*** Data for this task Section Begins ***
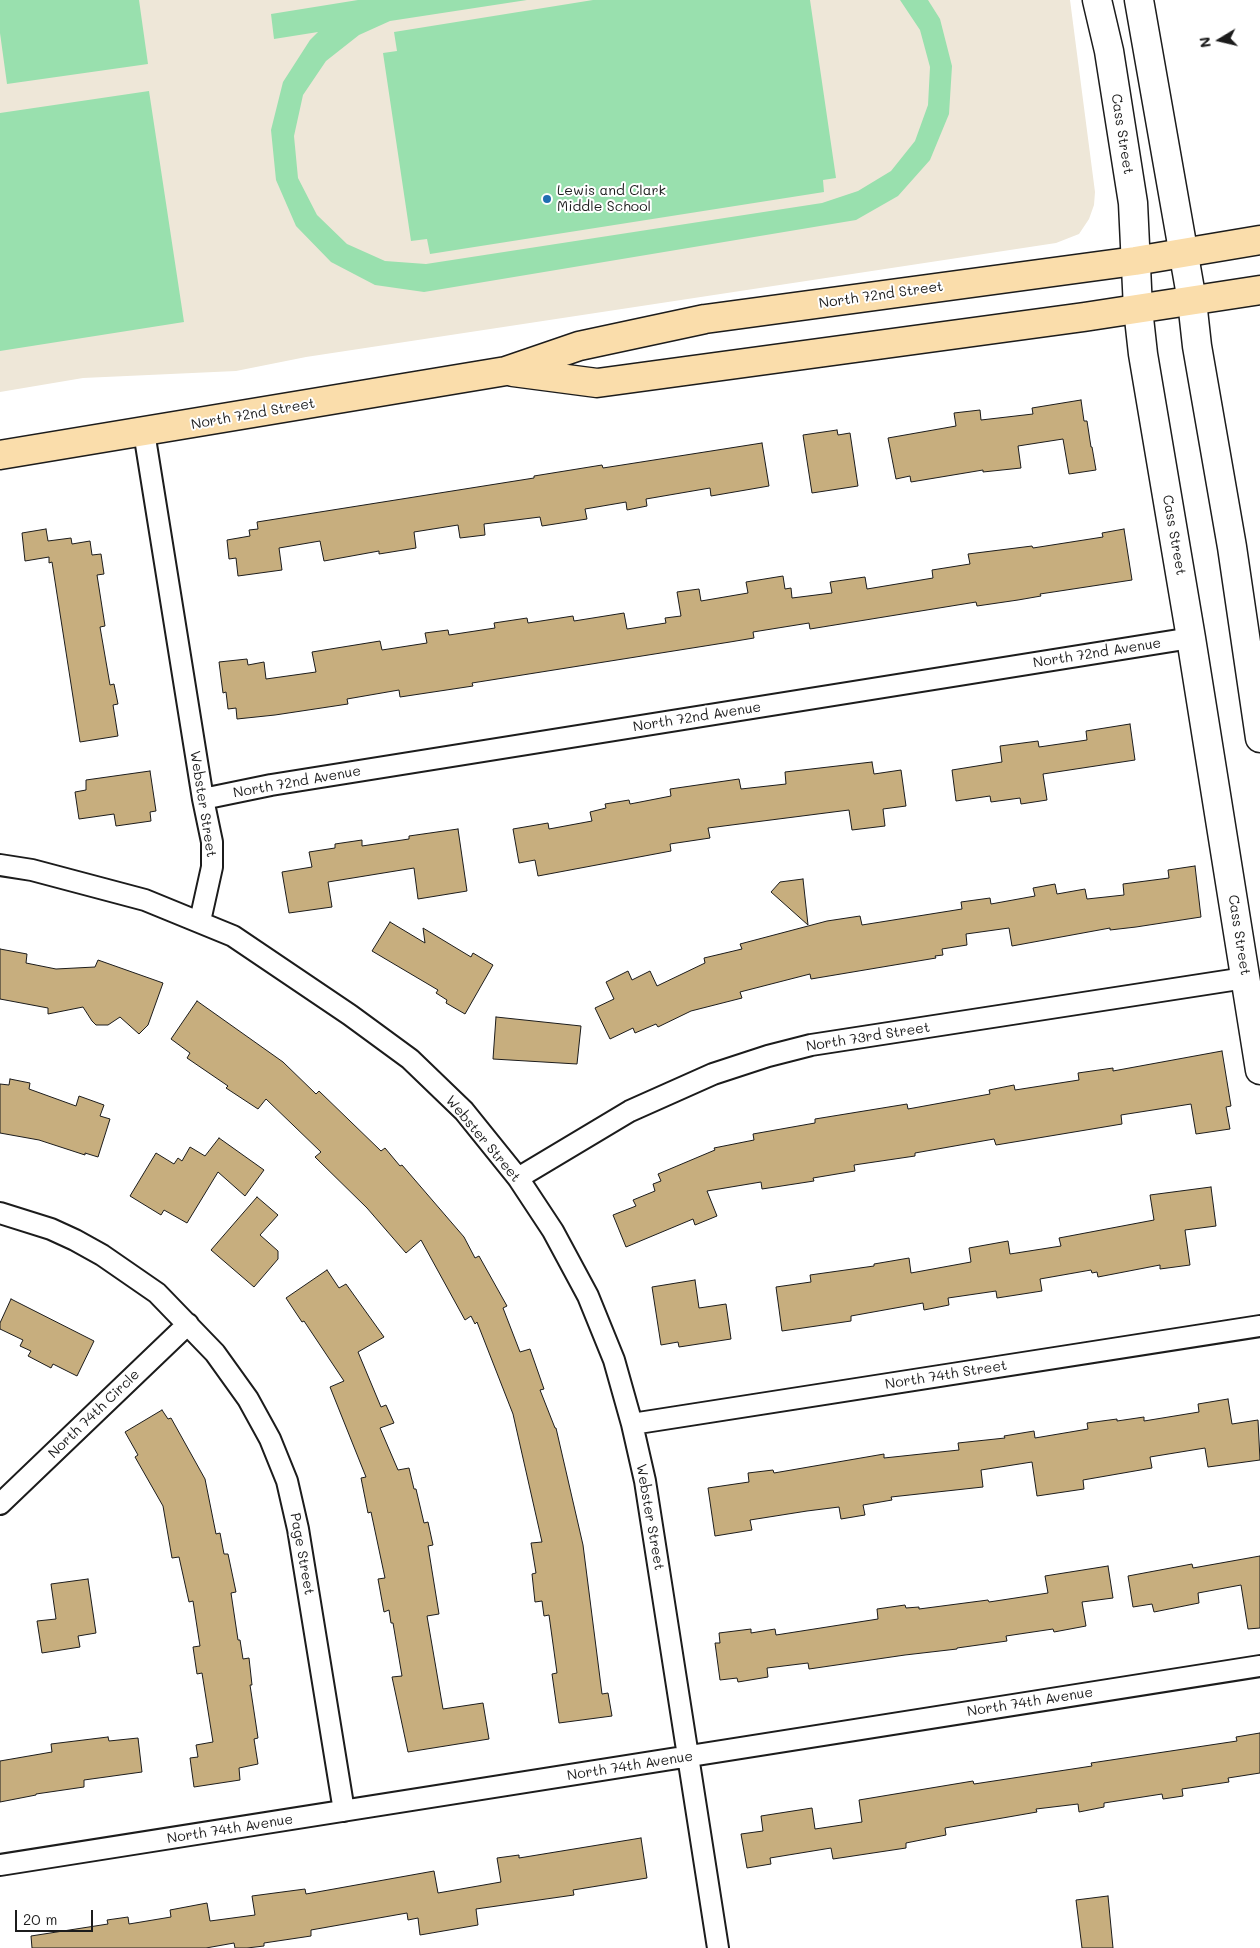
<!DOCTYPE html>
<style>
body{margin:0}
#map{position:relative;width:1260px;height:1948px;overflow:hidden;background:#fff;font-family:Mali,sans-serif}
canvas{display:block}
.north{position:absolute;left:1195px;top:15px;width:50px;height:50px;-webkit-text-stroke:4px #fff;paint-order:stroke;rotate:261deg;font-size:14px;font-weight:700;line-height:20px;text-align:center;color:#1c1c1c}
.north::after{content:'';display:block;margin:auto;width:18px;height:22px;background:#1c1c1c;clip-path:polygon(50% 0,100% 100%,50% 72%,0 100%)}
.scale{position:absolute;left:15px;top:1910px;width:78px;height:22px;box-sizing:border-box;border:2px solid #1c1c1c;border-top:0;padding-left:6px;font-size:15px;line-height:18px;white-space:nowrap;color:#1c1c1c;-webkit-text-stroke:4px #fff;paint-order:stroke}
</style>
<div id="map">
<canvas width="1260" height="1948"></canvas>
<div class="north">N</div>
<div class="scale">20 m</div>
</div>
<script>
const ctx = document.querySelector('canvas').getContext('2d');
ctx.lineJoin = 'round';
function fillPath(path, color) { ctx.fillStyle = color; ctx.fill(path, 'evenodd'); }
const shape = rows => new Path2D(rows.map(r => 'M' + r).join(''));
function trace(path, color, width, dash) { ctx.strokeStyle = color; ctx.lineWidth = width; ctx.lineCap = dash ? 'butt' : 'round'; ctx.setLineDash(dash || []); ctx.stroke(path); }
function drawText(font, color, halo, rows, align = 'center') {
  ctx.font = font + ' Mali,sans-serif'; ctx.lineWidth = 4; ctx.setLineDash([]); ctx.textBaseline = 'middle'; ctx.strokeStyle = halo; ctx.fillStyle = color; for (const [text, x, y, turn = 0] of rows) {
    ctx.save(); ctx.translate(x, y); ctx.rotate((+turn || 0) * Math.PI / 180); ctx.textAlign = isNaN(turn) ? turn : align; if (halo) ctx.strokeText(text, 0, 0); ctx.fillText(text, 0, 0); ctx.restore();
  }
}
fillPath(shape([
 [0,0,1070,0,1095,192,1094,205,1089,219,1079,234,1056,243,306,357,236,371,83,378,0,392]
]), '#eee7d8');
fillPath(shape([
 [0,0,139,0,148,64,7,84,0,33],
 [358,0,527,0,390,21,359,35,326,61,303,95,294,136,298,178,317,215,347,244,385,261,426,264,822,203,858,191,891,171,915,141,928,105,930,67,920,30,900,0,928,0,940,19,952,66,949,114,930,160,898,196,856,220,424,292,375,285,331,262,296,226,276,180,271,130,283,82,310,40,318,32,274,39,271,14],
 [593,0,810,0,836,178,823,180,824,192,430,254,427,239,411,241,383,53,397,51,394,32],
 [149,91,184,322,0,351,0,113]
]), '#99e0ae');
const building = shape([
 [1081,400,1084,421,1087,421,1091,447,1092,447,1096,470,1069,474,1063,439,1018,446,1021,468,983,472,983,470,911,482,910,476,896,479,888,438,956,426,954,413,980,410,981,420,1033,414,1032,408,1081,400],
 [837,430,838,435,850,433,858,486,812,493,803,435,837,430],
 [762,443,769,486,711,496,710,488,646,499,647,506,627,510,626,502,585,509,587,519,542,526,540,517,484,524,485,535,460,538,458,525,414,532,416,548,379,554,379,551,324,561,320,541,279,548,282,570,238,576,236,558,229,559,227,540,250,536,249,530,258,529,257,522,534,478,534,476,602,465,603,468,762,443],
 [46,529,48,541,71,538,72,544,90,541,92,555,101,554,104,574,97,575,105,626,100,627,110,685,114,684,118,704,113,705,118,736,80,742,52,562,49,563,49,557,25,561,22,533,46,529],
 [1124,529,1132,580,1040,594,1041,596,1018,600,977,606,976,602,810,629,809,623,753,632,754,638,730,642,472,683,473,686,400,697,399,690,347,699,348,704,275,715,237,719,236,708,228,709,226,692,223,693,219,662,247,659,248,665,264,662,266,679,316,672,312,652,380,641,382,650,427,643,425,633,448,630,449,635,495,628,494,623,527,618,528,623,573,616,574,621,624,613,627,629,666,623,665,618,681,616,677,592,699,589,701,601,748,593,746,582,783,576,785,589,791,588,792,598,832,593,830,582,865,577,867,589,933,578,932,570,970,564,968,554,1032,546,1033,548,1103,537,1102,533,1124,529],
 [1130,724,1135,760,1043,774,1047,800,1021,804,1020,798,991,802,990,796,956,801,952,770,1002,762,1000,746,1038,741,1039,747,1087,740,1086,731,1130,724],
 [872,762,874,774,901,770,906,806,883,809,885,826,852,830,849,810,708,828,710,838,670,844,671,851,538,876,535,860,519,863,513,829,548,823,549,829,592,821,590,812,606,808,605,804,629,800,630,804,671,796,670,789,739,779,741,789,786,784,785,772,872,762],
 [150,771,156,811,150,812,151,821,116,826,114,814,79,819,75,792,86,790,86,780,150,771],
 [458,829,467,891,418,899,414,868,328,882,332,907,289,913,282,872,312,867,309,852,335,848,335,844,362,840,362,846,409,839,409,836,458,829],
 [1195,866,1201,917,1136,927,1110,930,1110,928,1012,946,1009,928,966,934,967,945,942,949,943,955,935,956,936,958,811,979,810,974,740,992,742,998,691,1011,658,1027,656,1024,635,1033,633,1028,610,1039,595,1008,614,999,606,982,628,971,632,980,650,971,657,986,705,963,704,958,742,949,740,944,827,921,860,916,862,925,962,909,961,902,990,898,991,904,1035,896,1033,888,1055,884,1057,894,1085,889,1087,899,1124,895,1123,884,1169,878,1168,870,1195,866],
 [803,879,808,925,771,892,780,882,803,879],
 [390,922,425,943,423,928,471,957,473,953,493,965,465,1014,446,1003,447,1000,436,993,438,990,372,951,390,922],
 [0,949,27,954,26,963,56,969,95,967,98,960,163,983,148,1025,139,1034,120,1017,108,1025,96,1025,92,1021,83,1007,48,1014,48,1008,0,999,0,949],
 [197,1001,283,1062,316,1094,319,1091,381,1151,385,1148,400,1166,402,1165,464,1237,475,1258,479,1256,507,1306,503,1308,520,1352,530,1349,544,1389,540,1390,555,1428,556,1428,583,1545,602,1694,608,1693,612,1716,559,1723,552,1674,557,1673,549,1615,544,1616,542,1601,535,1602,532,1574,536,1573,531,1543,542,1542,513,1414,477,1322,475,1324,471,1316,465,1320,421,1240,406,1253,367,1208,315,1157,321,1152,266,1099,258,1109,226,1088,228,1086,187,1058,190,1053,171,1039,197,1001],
 [496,1017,581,1026,577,1064,493,1059,496,1017],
 [1222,1051,1231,1106,1226,1107,1230,1129,1196,1134,1191,1104,1121,1115,1122,1124,996,1145,994,1139,915,1153,915,1156,854,1165,855,1171,813,1178,814,1181,762,1189,761,1182,707,1191,717,1216,695,1225,693,1219,626,1247,613,1215,636,1206,633,1200,655,1191,653,1184,661,1181,658,1174,715,1150,714,1148,754,1140,753,1134,815,1123,815,1119,907,1104,908,1109,990,1094,989,1090,1014,1085,1015,1090,1079,1080,1078,1073,1113,1068,1113,1071,1222,1051],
 [10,1079,30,1083,29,1089,76,1106,79,1096,104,1105,100,1116,110,1119,98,1157,85,1153,85,1155,39,1140,0,1133,0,1084,9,1085,10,1079],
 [219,1138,264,1170,245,1196,218,1172,187,1223,164,1210,161,1215,130,1196,156,1153,174,1164,178,1158,182,1161,190,1147,205,1156,219,1138],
 [1211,1187,1216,1226,1185,1230,1190,1265,1160,1269,1160,1265,1098,1277,1097,1272,1092,1273,1091,1270,1040,1279,1042,1291,997,1298,996,1291,948,1298,949,1305,924,1310,923,1303,851,1316,851,1321,782,1331,776,1287,811,1282,810,1275,874,1266,874,1264,909,1258,911,1273,971,1262,969,1248,1008,1241,1010,1254,1061,1246,1059,1238,1154,1220,1150,1195,1211,1187],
 [257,1197,278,1215,260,1235,278,1251,278,1259,254,1287,211,1250,257,1197],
 [327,1270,339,1288,346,1284,384,1337,358,1352,381,1407,386,1405,394,1423,380,1428,398,1470,409,1468,414,1489,416,1489,424,1523,428,1522,433,1545,428,1546,439,1614,427,1616,443,1709,483,1703,489,1739,408,1752,392,1677,402,1676,393,1623,391,1623,389,1610,384,1612,378,1579,385,1578,371,1512,368,1513,361,1478,366,1477,330,1387,344,1381,304,1321,302,1322,286,1298,327,1270],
 [695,1280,699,1308,726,1304,731,1339,679,1347,678,1342,661,1345,652,1287,695,1280],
 [11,1299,94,1341,77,1376,53,1364,51,1368,28,1356,31,1351,20,1346,23,1340,0,1329,0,1323,11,1299],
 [1228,1399,1232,1424,1258,1420,1260,1460,1208,1467,1205,1448,1150,1457,1152,1468,1083,1480,1084,1489,1037,1496,1032,1462,981,1470,983,1487,891,1497,892,1500,863,1505,865,1515,841,1519,839,1507,807,1511,750,1520,752,1530,715,1536,708,1488,749,1482,748,1473,773,1470,774,1473,884,1454,884,1458,959,1450,958,1443,1005,1438,1004,1436,1034,1431,1035,1438,1088,1429,1087,1423,1117,1419,1117,1421,1144,1417,1144,1421,1199,1412,1198,1404,1228,1399],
 [162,1410,168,1419,171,1418,205,1479,216,1534,220,1533,224,1554,228,1554,236,1592,231,1593,238,1640,240,1640,243,1659,249,1658,252,1685,250,1685,258,1738,254,1739,258,1764,239,1768,240,1780,194,1787,190,1758,198,1757,196,1745,213,1742,202,1673,197,1674,193,1647,200,1646,193,1601,189,1602,179,1557,172,1558,163,1506,135,1457,138,1455,125,1432,162,1410],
 [1260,1556,1260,1628,1248,1629,1241,1585,1198,1593,1199,1603,1154,1612,1152,1604,1133,1607,1128,1576,1192,1564,1193,1568,1260,1556],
 [1108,1566,1113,1598,1082,1602,1086,1626,1054,1632,1053,1629,1006,1636,1007,1641,957,1648,957,1649,905,1655,809,1669,808,1663,767,1668,768,1677,738,1682,737,1678,720,1680,715,1643,720,1643,719,1633,751,1629,751,1633,775,1629,776,1635,878,1619,877,1609,905,1605,906,1608,919,1607,919,1609,988,1600,989,1602,1048,1593,1045,1576,1108,1566],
 [88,1579,96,1633,78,1636,80,1647,42,1653,37,1621,56,1619,51,1584,88,1579],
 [1260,1733,1260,1773,1228,1778,1229,1782,1182,1789,1183,1796,1163,1799,1162,1794,1104,1803,1104,1807,1079,1812,1078,1804,1036,1809,1037,1812,945,1828,946,1835,906,1843,906,1848,833,1859,831,1848,770,1858,771,1864,747,1868,741,1834,763,1831,761,1816,812,1808,815,1829,862,1822,859,1800,973,1781,974,1784,1092,1766,1091,1763,1237,1741,1236,1737,1260,1733],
 [108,1737,109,1741,138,1738,142,1772,84,1780,84,1787,36,1794,36,1795,0,1802,0,1761,52,1752,51,1744,108,1737],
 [641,1838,647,1878,573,1890,574,1895,476,1909,478,1925,420,1935,418,1918,408,1920,407,1913,311,1930,311,1936,264,1943,264,1946,247,1948,235,1948,234,1943,206,1948,32,1948,31,1936,108,1924,107,1920,128,1917,129,1924,171,1917,170,1910,207,1903,210,1921,255,1915,252,1896,305,1889,306,1894,434,1871,438,1893,501,1882,497,1858,519,1855,519,1858,641,1838],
 [1108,1896,1113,1948,1082,1948,1076,1900,1108,1896]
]);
fillPath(building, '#c7ae7e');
trace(building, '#1c1c1c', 1);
const street = shape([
 [144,432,203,799,212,842,212,867,200,921],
 [203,799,271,785,1191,638],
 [0,865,32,870,145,900,233,936,350,1015,410,1059,464,1111,518,1178,553,1231,588,1296,614,1360,632,1424,645,1481,718,1948],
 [518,1178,630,1111,713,1074,768,1056,811,1045,1245,978],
 [0,1213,51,1229,75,1240,102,1255,157,1293,215,1353,248,1399,270,1439,287,1481,298,1529,344,1811],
 [632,1424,1260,1326],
 [0,1504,188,1324],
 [0,1865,1260,1666]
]);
const secondary = shape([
 [1097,0,1109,51,1133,203,1138,309,1143,354,1191,638,1260,1070],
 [1139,0,1192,301,1197,346,1232,547,1260,738]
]);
const primary = shape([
 [513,372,597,383,1084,317,1260,290],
 [0,455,506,371,579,346,705,319,1135,261,1260,240]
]);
trace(street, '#1c1c1c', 24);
trace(secondary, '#1c1c1c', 31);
trace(primary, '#1c1c1c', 31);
trace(street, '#fff', 20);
trace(secondary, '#fff', 28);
trace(primary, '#faddab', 28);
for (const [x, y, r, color] of [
 [547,199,5,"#1f6fb2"]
]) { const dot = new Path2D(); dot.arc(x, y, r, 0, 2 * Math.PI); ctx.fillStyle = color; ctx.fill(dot); trace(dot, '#fff', 2); }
drawText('14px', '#1c1c1c', '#fff', [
 ["Cass Street",1122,134,81],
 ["North 72nd Street",881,295,-8],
 ["North 72nd Street",253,414,-10],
 ["Cass Street",1174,535,80],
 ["North 72nd Avenue",1097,653,-9],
 ["North 72nd Avenue",697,717,-9],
 ["North 72nd Avenue",297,782,-10],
 ["Webster Street",203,804,81],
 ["Cass Street",1239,935,81],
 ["North 73rd Street",868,1037,-9],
 ["Webster Street",483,1139,50],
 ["North 74th Street",946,1375,-9],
 ["North 74th Circle",94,1414,-44],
 ["Webster Street",650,1517,80],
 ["Page Street",302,1554,80],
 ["North 74th Avenue",1030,1702,-9],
 ["North 74th Avenue",630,1766,-9],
 ["North 74th Avenue",230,1829,-9]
]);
drawText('14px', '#1c1c1c', '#fff', [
 ["Lewis and Clark",557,191],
 ["Middle School",557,207]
], 'left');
</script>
*** Data for this task Section Ends ***
--- Problem description ---
Where a line of the entries contains the word "align", copy that line.

--- Task answer ---
.north{position:absolute;left:1195px;top:15px;width:50px;height:50px;-webkit-text-stroke:4px #fff;paint-order:stroke;rotate:261deg;font-size:14px;font-weight:700;line-height:20px;text-align:center;color:#1c1c1c}
function drawText(font, color, halo, rows, align = 'center') {
    ctx.save(); ctx.translate(x, y); ctx.rotate((+turn || 0) * Math.PI / 180); ctx.textAlign = isNaN(turn) ? turn : align; if (halo) ctx.strokeText(text, 0, 0); ctx.fillText(text, 0, 0); ctx.restore();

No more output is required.